The value of black economic empowerment (BEE) deals last year will easily be the highest value of deals recorded by the BusinessMap Foundation, surpassing the 1998 and 2003 peaks of about R21-billion.
Last year’s BEE deal-making activity is unlikely to be replicated this year. Deal-making last year was driven largely — but not only — by the Financial Services Sector Charter and the Mining Charter.
The three biggest deals were in the retail banking sector. They were the Absa, Standard Bank and FirstRand deals. Also, the Standard Bank deal was accompanied by a mirror-image BEE deal for Liberty Life.
Despite being subject to the same charter, each of the banking deals adopted a slightly different approach, underlining the varying philosophies of each bank. In each deal 10% was set aside for transfer, though FirstRand deliberately made this 10% of the entire operation, rather than only the South African assets.
Absa’s BEE deal was very broad-based, and reliant on Tokyo Sexwale to choose the beneficiaries.

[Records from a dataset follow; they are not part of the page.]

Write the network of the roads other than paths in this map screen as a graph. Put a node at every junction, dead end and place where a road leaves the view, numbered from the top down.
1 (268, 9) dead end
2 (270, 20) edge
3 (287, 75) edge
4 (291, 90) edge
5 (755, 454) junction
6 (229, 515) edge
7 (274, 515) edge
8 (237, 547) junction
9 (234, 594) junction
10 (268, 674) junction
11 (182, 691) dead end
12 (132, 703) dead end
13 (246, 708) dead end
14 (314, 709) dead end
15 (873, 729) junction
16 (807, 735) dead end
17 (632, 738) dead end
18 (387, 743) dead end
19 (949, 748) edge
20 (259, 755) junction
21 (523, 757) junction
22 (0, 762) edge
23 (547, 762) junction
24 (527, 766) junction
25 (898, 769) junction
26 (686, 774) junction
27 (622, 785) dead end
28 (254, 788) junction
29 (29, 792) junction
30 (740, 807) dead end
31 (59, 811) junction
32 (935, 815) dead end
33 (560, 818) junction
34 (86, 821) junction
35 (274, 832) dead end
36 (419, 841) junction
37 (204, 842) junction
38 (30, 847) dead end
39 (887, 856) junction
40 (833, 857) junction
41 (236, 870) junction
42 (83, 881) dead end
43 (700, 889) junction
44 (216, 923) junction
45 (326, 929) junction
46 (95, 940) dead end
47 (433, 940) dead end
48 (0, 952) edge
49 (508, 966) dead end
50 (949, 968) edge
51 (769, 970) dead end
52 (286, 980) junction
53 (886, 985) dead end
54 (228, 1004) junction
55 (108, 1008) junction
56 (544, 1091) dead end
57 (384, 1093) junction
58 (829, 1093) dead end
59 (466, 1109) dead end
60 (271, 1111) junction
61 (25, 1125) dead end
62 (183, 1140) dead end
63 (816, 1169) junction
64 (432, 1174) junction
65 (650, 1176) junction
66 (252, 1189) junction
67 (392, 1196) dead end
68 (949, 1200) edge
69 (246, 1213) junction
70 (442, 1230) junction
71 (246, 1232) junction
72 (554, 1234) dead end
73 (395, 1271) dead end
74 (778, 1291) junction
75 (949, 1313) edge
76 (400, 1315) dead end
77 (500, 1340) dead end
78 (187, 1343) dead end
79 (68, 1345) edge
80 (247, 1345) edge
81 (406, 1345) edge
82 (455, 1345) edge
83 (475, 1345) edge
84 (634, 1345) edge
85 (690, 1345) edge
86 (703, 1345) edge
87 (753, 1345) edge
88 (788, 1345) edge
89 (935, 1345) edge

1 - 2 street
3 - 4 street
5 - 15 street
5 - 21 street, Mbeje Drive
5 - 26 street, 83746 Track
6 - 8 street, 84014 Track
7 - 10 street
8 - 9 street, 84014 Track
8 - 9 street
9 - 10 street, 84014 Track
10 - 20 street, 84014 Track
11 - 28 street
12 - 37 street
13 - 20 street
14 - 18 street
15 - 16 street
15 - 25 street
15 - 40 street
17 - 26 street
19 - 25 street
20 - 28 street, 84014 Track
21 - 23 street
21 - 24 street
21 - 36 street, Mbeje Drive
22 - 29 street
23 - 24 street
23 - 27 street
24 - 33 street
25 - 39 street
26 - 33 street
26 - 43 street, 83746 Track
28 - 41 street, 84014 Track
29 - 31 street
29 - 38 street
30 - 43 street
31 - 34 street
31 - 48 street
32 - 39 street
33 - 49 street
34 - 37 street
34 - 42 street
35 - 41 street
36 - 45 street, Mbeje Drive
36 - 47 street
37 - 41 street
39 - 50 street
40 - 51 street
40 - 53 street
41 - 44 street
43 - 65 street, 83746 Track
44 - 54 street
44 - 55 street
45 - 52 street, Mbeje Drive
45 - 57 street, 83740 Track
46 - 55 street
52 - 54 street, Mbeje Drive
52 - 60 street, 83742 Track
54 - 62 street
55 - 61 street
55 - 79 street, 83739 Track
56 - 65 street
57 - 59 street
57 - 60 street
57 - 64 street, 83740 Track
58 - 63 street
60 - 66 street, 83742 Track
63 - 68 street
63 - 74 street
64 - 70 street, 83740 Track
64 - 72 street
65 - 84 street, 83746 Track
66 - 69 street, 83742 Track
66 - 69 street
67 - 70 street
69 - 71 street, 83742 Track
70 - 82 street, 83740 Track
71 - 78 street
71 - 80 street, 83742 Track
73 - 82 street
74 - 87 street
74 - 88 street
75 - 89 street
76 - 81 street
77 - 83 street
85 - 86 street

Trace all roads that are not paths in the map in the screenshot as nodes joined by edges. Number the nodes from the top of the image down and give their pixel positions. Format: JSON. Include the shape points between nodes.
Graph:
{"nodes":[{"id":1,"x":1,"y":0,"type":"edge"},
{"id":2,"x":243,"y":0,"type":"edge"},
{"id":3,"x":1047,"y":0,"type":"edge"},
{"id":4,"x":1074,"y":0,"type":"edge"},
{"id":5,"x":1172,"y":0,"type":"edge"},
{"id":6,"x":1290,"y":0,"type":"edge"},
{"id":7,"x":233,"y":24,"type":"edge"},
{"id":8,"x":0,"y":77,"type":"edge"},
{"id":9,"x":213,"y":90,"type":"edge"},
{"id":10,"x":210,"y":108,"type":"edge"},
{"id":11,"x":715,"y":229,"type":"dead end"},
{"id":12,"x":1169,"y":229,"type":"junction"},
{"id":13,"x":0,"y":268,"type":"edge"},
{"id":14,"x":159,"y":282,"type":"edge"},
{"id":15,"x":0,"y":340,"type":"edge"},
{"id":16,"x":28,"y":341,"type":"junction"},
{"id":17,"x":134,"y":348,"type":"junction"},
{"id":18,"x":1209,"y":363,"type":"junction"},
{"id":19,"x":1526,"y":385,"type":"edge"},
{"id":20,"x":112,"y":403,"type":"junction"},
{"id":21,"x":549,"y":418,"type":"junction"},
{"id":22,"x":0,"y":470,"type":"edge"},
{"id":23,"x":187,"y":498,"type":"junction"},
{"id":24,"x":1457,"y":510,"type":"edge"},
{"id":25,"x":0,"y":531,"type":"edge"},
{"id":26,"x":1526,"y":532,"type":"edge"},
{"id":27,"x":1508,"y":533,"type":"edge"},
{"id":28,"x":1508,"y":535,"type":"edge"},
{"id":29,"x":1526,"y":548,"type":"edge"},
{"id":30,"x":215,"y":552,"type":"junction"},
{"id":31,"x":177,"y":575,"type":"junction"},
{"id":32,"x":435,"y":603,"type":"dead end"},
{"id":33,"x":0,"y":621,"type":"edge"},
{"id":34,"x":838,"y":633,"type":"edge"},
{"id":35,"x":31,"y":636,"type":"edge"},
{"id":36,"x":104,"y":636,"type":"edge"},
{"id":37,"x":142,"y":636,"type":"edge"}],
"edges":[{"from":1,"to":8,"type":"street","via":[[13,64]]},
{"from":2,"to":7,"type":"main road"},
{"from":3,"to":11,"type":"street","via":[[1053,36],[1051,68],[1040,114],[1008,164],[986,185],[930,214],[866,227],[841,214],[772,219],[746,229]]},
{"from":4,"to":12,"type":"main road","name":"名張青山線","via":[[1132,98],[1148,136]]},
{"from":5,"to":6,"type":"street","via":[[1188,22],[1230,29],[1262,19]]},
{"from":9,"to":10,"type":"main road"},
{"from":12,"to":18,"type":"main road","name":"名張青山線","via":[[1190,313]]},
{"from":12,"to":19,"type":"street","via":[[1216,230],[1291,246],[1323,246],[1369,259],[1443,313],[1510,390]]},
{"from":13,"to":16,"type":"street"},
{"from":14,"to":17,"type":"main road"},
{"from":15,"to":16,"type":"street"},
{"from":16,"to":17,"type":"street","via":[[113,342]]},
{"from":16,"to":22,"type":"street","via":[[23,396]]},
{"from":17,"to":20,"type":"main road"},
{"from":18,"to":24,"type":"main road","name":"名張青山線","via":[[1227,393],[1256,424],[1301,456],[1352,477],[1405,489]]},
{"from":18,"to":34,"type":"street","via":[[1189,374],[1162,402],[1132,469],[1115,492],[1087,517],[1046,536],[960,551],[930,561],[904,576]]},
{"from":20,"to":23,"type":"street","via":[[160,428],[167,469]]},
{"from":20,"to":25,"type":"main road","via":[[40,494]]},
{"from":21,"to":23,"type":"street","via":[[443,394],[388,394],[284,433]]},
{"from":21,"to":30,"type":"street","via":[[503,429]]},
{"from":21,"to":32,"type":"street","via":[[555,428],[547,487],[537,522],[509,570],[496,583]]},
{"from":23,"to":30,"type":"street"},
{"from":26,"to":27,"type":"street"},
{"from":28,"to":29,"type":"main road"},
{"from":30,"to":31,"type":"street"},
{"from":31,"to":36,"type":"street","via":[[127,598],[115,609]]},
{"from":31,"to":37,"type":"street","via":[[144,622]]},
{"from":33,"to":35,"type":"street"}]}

It was initially criticised for not setting aside enough of a stake for black staff, but this was later rectified.
The Standard Bank deal came in for criticism for not being broad-based enough, despite employees and a community trust getting about 60% of the 10% share of Standard. The other 40% involved Saki Macazoma’s Safika and Cyril Ramaphosa’s Shanduka. In an atmosphere of antagonism to the ”usual names” benefiting from empowerment deals, the focus was on them, not on the broad-based section.
The First National deal was one of the biggest BEE deals to date, at R6,8-billion, and certainly the most ”broad-based”, including none of those frequently empowered names. Yet, oddly, it too came under fire for being ”corporate social investment” rather than BEE, because the beneficiaries were trusts rather than businesses.
In essence, this brings up yet again the debate about ”broad-based” empowerment in BEE deals, which has been simmering for years. The broad-based argument, associated with the union movement, is that BEE deals should financially benefit as many black people as possible. The Absa deal tries to do this. This is a redistributive approach to empowerment, as opposed to the commercial idea of empowerment, where the emphasis is on the black stakeholders being, often prominent, businesspeople and adding value to established companies.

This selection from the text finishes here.